# A Further Reply to David Andolfatto

David Andolfatto has written a response to my recent post on nominal GDP targeting. My initial response was largely a broader explanation of why a nominal GDP target might be optimal given a spectrum of posts that David and others have written on nominal GDP targeting. The post got so long-winded that I failed to respond in detail to David’s OLG model. Thus, in David’s recent post he summarizes the main conclusions from his OLG model and poses the following questions:

What is missing in my model? Are frictions other than nominal debt required? I have a hard time seeing how the presence of sticky nominal wages or prices are going to alter my conclusion here. But who knows, maybe someone can tell me?

I would like to take this time to answer these questions. I will do so first by discussing my view regarding nominal GDP targeting and why this element is missing from David’s model. Second, I will discuss minor issues with David’s model.

Liquidity

The main question to answer is what is missing from David’s model and why it might be important. I will answer this in a roundabout fashion. As I have previously noted, my own personal advocacy of nominal GDP targeting is due to the connection between liquidity and transaction assets. To illustrate why (I believe) this is important, consider a non-technical summary of a project that I have been working on — hopefully I will be able to post on the technical features in the very near future.

Suppose that individuals have three assets that they can use in transactions: fiat currency, government bonds, and claims to some private asset. One interpretation of this latter asset is a repurchase agreement. One question is why individuals would choose to hold all three assets. The argument that I make is that these assets have different liquidity properties, and I assume that these properties are exogenous (more on that assumption later). Government bonds differ from fiat money because they can only be used in a fraction of transactions. The same is true of the liquid assets, but in the case of liquid assets the degree of liquidity is stochastic.

Within the framework individuals are matched pairwise. Once they are matched, the liquidity shock is realized. As such, if the liquidity shock is negative, then the buyer in the pairwise meeting becomes liquidity constrained and must reduce their purchases relative to their original intentions. The result is a reduction in nominal spending and a corresponding reduction in real economic output (there is no mechanism to adjust the price level to raise the real value of the assets).

Within this type of framework, individuals gain utility from consumption. As such, the reduction in liquidity is welfare reducing. This is a characteristic to most all models in which liquidity is important. For example, Li, Rocheteau, and Weill have a paper in which the liquidity of assets is endogenous. The conclusion is the same. A reduction in aggregate liquidity results in a welfare-reducing decline in consumption.

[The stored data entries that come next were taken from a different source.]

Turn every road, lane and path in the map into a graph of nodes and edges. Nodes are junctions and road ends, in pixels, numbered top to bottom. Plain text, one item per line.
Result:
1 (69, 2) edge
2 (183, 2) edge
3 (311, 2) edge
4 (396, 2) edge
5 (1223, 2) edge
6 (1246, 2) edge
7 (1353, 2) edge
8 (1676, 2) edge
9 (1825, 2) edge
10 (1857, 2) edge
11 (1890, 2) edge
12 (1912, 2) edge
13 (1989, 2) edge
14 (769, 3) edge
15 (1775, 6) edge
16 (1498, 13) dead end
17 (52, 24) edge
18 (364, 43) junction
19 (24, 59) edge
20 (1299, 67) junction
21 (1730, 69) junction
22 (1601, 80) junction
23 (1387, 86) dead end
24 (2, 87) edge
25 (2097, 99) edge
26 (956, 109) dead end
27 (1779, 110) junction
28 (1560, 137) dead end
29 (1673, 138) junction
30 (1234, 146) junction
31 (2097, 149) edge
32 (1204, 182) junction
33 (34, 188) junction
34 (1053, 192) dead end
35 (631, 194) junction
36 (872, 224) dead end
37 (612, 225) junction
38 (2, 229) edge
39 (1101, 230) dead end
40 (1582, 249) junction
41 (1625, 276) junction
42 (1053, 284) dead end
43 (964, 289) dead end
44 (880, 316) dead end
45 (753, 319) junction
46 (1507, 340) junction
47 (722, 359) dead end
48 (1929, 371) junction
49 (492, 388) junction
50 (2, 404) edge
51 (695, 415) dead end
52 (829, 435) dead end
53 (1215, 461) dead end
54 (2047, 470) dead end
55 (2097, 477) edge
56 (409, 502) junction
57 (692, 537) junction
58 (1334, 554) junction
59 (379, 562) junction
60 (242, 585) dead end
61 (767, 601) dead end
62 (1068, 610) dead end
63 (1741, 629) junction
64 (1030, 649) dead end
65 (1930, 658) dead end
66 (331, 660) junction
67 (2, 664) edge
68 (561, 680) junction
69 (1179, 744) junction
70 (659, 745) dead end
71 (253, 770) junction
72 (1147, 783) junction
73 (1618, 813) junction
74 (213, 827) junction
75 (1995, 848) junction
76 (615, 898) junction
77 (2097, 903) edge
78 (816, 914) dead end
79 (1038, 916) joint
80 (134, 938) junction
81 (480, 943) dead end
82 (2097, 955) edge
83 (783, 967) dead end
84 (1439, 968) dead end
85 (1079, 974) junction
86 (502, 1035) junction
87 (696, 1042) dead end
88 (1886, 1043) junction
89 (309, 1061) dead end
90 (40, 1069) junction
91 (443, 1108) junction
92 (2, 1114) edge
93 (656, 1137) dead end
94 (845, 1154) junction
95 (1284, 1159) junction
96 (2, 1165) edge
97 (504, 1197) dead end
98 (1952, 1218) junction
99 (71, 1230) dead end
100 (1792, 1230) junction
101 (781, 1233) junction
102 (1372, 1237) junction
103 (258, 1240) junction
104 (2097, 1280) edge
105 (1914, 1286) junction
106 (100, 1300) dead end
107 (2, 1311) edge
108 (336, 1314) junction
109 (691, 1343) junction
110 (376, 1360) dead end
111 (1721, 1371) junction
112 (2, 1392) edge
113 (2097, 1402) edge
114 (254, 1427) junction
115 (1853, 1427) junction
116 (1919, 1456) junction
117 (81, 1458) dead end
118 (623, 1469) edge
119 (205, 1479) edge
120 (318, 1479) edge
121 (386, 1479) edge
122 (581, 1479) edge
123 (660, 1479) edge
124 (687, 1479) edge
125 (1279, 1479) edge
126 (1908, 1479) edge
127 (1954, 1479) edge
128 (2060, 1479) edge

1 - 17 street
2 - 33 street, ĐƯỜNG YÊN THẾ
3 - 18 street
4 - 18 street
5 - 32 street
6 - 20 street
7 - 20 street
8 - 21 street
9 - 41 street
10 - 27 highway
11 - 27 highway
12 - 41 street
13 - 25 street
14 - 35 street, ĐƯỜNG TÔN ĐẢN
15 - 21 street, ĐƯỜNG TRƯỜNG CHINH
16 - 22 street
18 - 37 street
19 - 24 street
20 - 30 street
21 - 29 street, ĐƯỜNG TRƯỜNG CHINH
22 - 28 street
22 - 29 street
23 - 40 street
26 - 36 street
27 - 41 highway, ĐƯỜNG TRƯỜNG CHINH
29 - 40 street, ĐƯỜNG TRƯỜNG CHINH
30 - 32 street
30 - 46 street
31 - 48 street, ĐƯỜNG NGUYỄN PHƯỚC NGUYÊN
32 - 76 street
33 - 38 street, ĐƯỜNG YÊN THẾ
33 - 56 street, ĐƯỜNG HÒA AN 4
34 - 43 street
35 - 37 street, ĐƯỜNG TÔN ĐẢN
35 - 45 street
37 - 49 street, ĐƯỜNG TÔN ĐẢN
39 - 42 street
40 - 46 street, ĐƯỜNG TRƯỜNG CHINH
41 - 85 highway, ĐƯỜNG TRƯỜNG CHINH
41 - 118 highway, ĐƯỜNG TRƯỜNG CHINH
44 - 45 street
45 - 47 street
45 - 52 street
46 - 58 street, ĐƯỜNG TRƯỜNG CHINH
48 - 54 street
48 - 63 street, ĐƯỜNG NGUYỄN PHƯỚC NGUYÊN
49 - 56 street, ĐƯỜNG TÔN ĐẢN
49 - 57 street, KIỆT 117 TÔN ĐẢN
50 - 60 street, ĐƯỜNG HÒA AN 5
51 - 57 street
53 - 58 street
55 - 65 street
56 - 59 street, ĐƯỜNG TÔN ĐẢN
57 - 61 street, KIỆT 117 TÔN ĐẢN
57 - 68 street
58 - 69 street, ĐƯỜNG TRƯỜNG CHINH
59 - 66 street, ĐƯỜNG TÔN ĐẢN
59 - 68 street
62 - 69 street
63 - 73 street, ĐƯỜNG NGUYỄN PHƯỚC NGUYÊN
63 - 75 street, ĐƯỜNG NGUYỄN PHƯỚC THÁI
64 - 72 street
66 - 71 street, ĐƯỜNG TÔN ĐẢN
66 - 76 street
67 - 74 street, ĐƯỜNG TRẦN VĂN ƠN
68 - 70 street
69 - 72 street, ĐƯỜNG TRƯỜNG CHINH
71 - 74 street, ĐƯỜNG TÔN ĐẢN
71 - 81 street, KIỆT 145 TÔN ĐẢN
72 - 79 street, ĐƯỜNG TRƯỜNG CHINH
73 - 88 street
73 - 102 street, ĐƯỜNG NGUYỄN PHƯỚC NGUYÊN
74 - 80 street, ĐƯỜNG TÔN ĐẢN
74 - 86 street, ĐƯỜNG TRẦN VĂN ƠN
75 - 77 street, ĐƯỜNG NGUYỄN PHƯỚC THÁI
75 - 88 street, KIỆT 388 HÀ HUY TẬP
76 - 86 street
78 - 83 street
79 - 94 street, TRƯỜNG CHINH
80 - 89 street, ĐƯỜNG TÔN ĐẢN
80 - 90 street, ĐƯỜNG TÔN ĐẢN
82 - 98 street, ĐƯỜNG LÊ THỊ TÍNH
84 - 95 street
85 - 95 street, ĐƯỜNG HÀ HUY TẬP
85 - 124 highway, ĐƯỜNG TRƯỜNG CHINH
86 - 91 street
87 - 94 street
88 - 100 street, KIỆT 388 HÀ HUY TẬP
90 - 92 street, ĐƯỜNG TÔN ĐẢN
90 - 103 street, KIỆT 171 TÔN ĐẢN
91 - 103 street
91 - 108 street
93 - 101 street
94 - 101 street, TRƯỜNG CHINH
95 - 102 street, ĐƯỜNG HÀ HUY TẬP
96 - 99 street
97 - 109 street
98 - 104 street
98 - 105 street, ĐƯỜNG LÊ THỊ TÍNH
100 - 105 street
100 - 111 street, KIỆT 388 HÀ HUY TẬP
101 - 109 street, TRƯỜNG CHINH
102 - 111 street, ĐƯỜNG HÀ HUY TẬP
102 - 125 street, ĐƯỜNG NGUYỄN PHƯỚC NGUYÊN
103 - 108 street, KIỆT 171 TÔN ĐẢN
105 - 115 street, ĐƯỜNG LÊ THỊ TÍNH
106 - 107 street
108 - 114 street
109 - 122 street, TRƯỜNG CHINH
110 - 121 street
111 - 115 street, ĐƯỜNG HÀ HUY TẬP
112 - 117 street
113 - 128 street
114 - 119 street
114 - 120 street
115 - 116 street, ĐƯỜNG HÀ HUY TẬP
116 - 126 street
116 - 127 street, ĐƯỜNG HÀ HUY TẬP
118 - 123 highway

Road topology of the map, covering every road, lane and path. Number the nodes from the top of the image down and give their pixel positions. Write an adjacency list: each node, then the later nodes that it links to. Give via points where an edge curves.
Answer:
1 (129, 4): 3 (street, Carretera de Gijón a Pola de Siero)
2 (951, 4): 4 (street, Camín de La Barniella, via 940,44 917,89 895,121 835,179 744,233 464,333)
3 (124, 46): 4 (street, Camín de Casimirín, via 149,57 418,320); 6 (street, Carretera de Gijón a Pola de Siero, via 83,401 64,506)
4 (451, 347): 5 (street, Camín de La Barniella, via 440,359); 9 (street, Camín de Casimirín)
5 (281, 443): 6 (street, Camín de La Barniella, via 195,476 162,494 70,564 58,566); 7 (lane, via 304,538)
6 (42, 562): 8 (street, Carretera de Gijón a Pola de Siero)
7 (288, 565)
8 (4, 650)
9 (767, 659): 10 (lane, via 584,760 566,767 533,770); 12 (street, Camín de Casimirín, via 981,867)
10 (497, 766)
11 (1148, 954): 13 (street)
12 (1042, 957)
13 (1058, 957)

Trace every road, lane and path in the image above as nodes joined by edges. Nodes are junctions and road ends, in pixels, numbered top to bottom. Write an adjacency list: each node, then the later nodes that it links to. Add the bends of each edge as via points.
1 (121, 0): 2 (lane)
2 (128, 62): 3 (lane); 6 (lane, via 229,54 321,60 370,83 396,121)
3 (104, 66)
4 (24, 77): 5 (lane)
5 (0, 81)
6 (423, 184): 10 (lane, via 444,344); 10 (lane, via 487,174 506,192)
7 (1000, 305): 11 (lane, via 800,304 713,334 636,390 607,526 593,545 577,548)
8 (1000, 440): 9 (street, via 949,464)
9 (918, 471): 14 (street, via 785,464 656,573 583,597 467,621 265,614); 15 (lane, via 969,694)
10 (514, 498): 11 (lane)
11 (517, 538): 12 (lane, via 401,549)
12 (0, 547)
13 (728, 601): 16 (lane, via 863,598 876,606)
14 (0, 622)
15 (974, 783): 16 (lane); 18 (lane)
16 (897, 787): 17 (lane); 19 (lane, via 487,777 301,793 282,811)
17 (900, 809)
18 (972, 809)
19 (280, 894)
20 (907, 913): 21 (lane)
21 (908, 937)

Given the welfare properties of the model, an optimal monetary policy can come in one of two forms. The first, which I will call a first best policy is one that maximizes welfare in the steady-state. In models where money is important, this is almost always a money growth rule. In particular, optimal monetary policy is often the Friedman rule where money growth is equal to minus the rate of time preference. The second type of optimal monetary policy is one that minimizes deviations of consumption from its steady-state. In that type of framework a nominal GDP target can be shown to be consistent with that goal. (It is important to note that nominal GDP is not special in these models. Rather nominal GDP is a signal of a liquidity shock.)

What is missing from David’s model is the importance of the interaction between liquidity and transaction assets. In other words, liquid assets (i.e. money, broadly defined) are a medium of exchange. Reductions in the supply of liquid assets therefore lead to welfare-reducing declines in spending. This is absent from David’s model because money does not serve the role as a medium of exchange. Money is only a store of value. There are no liquidity shocks. A news shock could potentially take on the role of a liquidity shock as it seems to exhibit similar properties. However, the OLG framework gives different results in this context than a monetary search model would because in a search model individuals are meeting pairwise to trade.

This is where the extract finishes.